> Action item: Please reproduce all entries word for word and omit their pictures.
* * *
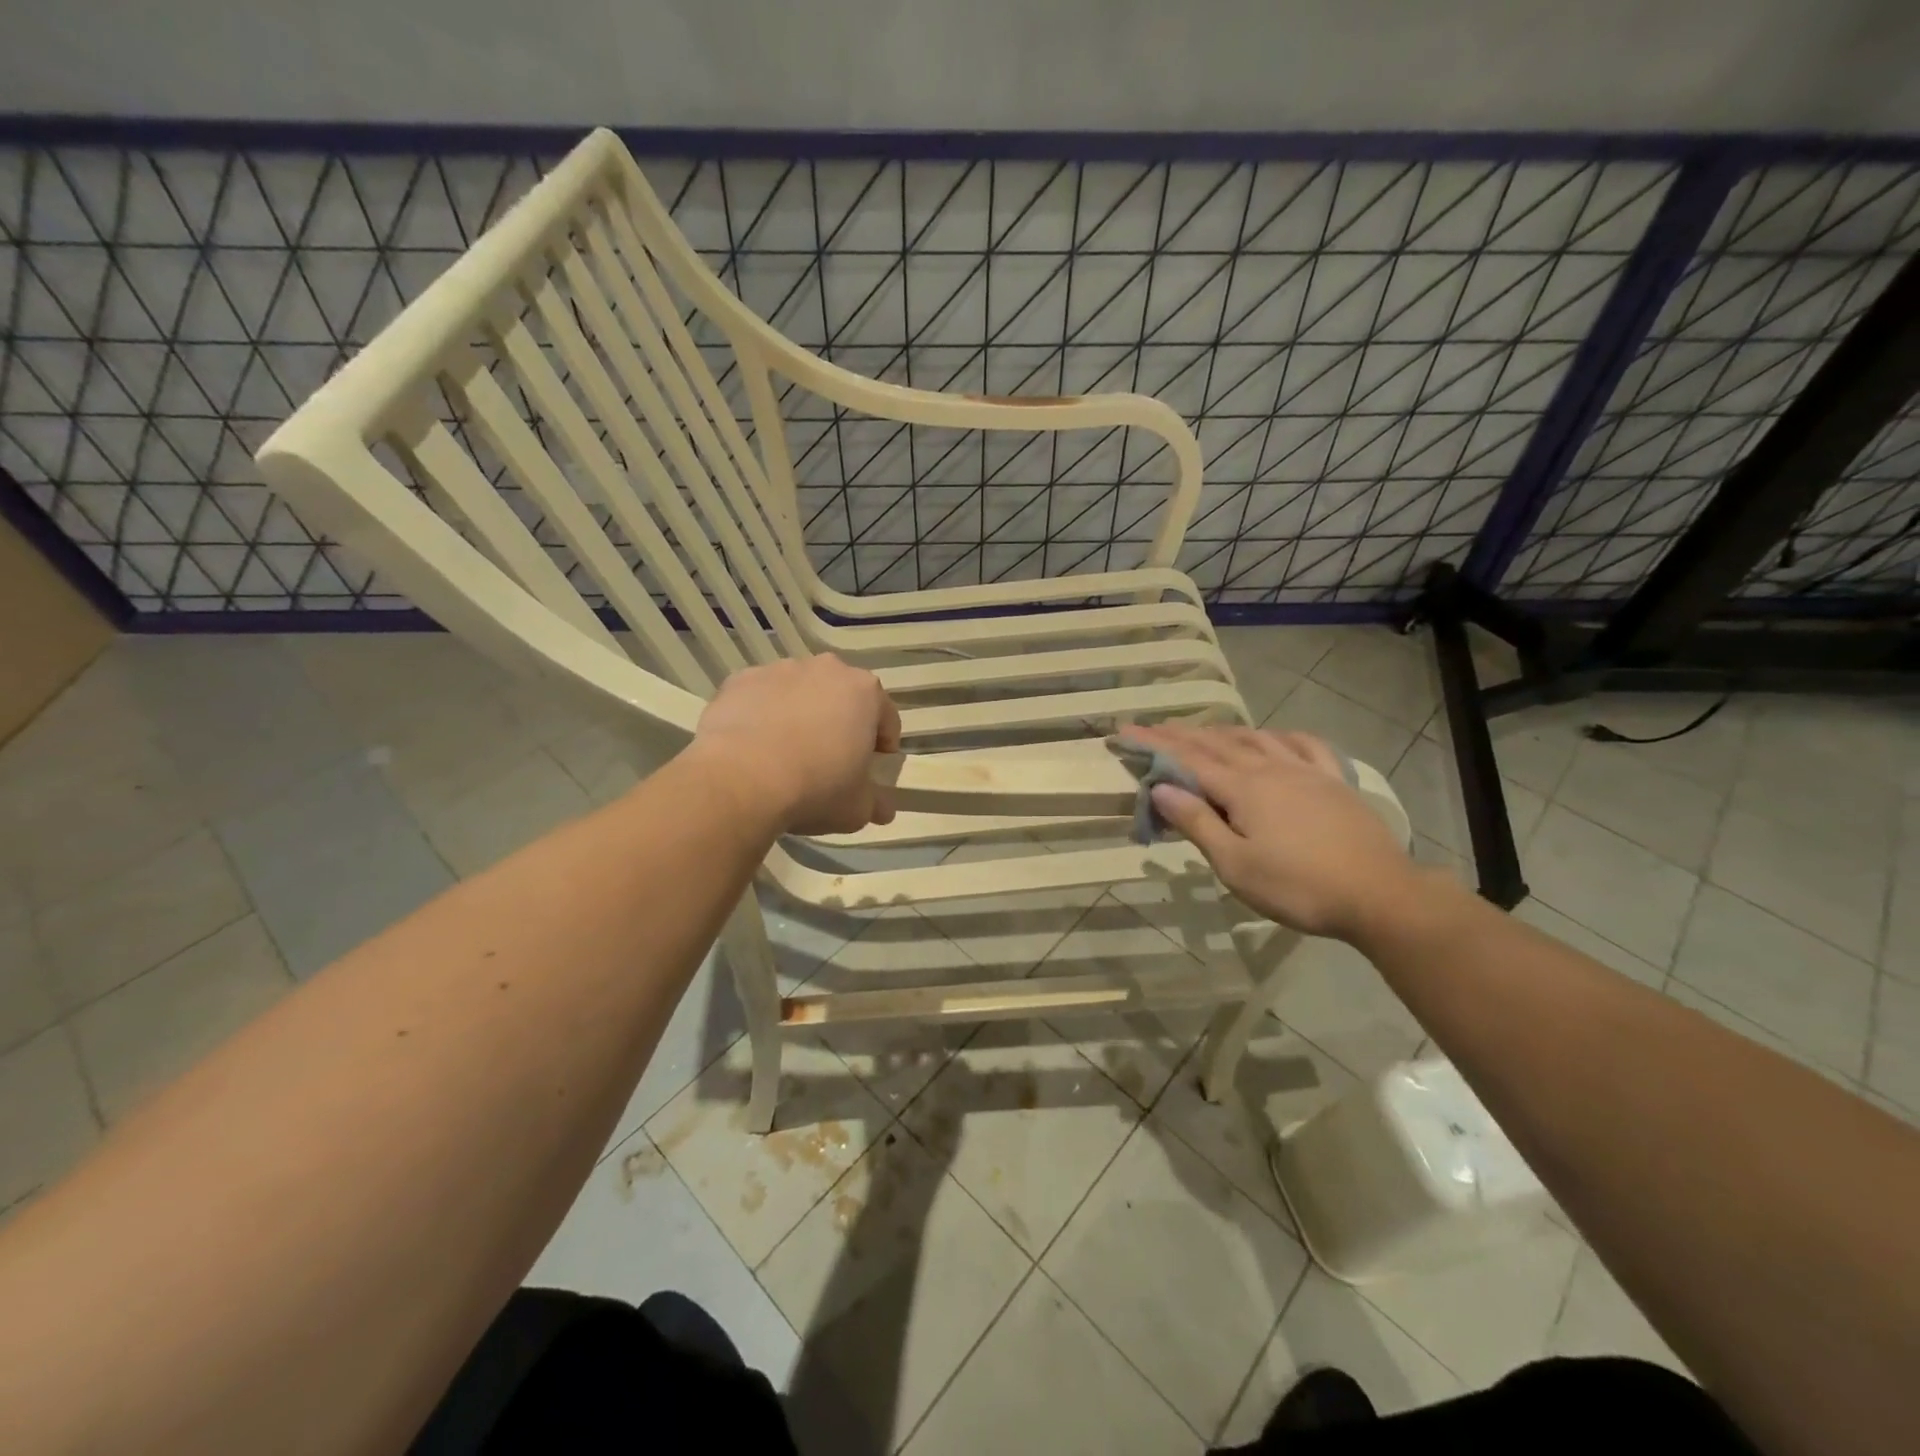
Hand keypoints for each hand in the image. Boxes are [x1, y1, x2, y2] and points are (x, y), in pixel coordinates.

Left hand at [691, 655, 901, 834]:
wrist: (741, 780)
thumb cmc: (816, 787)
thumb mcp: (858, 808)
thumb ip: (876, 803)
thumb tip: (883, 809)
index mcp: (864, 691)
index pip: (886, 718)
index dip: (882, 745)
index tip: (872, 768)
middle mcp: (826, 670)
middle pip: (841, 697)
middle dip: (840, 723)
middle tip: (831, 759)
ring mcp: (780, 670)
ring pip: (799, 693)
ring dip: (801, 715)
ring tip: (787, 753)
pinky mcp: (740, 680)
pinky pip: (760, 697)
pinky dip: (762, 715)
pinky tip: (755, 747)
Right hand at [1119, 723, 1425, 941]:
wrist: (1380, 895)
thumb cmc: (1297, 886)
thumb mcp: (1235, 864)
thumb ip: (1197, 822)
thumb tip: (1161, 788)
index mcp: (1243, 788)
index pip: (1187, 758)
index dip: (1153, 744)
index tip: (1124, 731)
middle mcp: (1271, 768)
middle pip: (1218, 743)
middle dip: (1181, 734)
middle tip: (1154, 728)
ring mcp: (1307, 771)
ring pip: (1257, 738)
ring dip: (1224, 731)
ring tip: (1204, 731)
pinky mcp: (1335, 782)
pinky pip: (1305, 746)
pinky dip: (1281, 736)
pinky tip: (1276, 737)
* * *
> Answer to this problem:
Hand keypoints for each hand in the image. Boxes are [x1, y1, x2, y2] and points are (x, y), in pixel coordinates.

Left hand at [691, 655, 901, 834]:
wrist: (741, 780)
thumb cmc: (816, 787)
thumb mcp: (858, 808)
thumb ip: (876, 803)
thumb tip: (883, 809)
index mcp: (864, 691)
index pip: (886, 718)
index dip: (882, 745)
index tip: (872, 768)
middle mcp: (826, 670)
middle pip: (841, 697)
middle dip: (840, 723)
middle tip: (831, 759)
ring mcp: (780, 670)
ring pip: (799, 693)
ring dip: (801, 715)
ring tip: (787, 753)
pinky mcp: (740, 680)
pinky pip: (760, 697)
pinky dip: (762, 715)
pinky tip: (755, 747)
Right hand at [1119, 723, 1425, 941]:
wrist: (1380, 895)
thumb cmc: (1297, 886)
thumb mcp: (1235, 864)
thumb ip: (1197, 822)
thumb tip: (1161, 788)
index mcp: (1243, 788)
index pip: (1187, 758)
index dip: (1153, 744)
index tip: (1124, 731)
middle mcp: (1271, 768)
middle pip: (1218, 743)
middle dip: (1181, 734)
middle tip: (1154, 728)
ring mcp: (1307, 771)
ring pip: (1257, 738)
ring dip: (1224, 731)
ring tip: (1204, 731)
pinky mcp: (1335, 782)
pinky pip: (1305, 746)
pinky dip: (1281, 736)
pinky tip: (1276, 737)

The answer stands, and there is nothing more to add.